EXERCISE MATERIALS
§

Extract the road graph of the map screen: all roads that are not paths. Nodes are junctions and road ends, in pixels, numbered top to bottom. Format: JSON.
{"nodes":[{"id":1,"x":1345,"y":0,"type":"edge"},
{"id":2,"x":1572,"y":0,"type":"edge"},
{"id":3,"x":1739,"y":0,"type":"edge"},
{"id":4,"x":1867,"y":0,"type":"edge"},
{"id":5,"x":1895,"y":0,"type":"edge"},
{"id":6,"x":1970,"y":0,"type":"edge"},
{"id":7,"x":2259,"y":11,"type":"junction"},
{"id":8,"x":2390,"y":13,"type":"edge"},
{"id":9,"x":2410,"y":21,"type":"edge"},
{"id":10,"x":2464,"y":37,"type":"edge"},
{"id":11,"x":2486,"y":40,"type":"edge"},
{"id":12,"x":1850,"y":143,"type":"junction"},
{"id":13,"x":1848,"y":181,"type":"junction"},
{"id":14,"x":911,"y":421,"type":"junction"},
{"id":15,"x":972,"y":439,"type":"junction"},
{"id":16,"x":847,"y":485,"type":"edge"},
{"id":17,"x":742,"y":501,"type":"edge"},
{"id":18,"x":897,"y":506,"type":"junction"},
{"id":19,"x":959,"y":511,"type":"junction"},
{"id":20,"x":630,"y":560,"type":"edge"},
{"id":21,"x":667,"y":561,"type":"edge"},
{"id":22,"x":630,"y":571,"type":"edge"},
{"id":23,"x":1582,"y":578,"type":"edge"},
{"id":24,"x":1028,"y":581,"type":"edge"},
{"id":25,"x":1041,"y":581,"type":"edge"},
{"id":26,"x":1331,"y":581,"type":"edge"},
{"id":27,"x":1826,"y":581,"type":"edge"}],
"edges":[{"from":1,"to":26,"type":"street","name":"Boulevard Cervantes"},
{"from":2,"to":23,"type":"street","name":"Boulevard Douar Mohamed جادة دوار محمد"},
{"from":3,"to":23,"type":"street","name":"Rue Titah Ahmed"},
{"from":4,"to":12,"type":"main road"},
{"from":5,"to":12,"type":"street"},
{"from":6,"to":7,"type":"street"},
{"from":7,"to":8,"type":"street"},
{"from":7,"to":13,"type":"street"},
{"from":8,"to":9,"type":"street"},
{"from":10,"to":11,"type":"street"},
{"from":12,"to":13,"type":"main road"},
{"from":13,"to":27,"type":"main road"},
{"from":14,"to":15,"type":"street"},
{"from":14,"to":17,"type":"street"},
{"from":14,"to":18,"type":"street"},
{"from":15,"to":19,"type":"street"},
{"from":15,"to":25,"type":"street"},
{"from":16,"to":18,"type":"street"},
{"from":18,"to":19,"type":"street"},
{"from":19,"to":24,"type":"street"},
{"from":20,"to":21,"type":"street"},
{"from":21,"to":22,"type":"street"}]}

§

WHAT IS BEING ASKED
Copy each line of the records that has "Boulevard" in it.

TASK RESULT
"edges":[{"from":1,"to":26,"type":"street","name":"Boulevard Cervantes"},
{"from":2,"to":23,"type":"street","name":"Boulevard Douar Mohamed جادة دوار محمد"},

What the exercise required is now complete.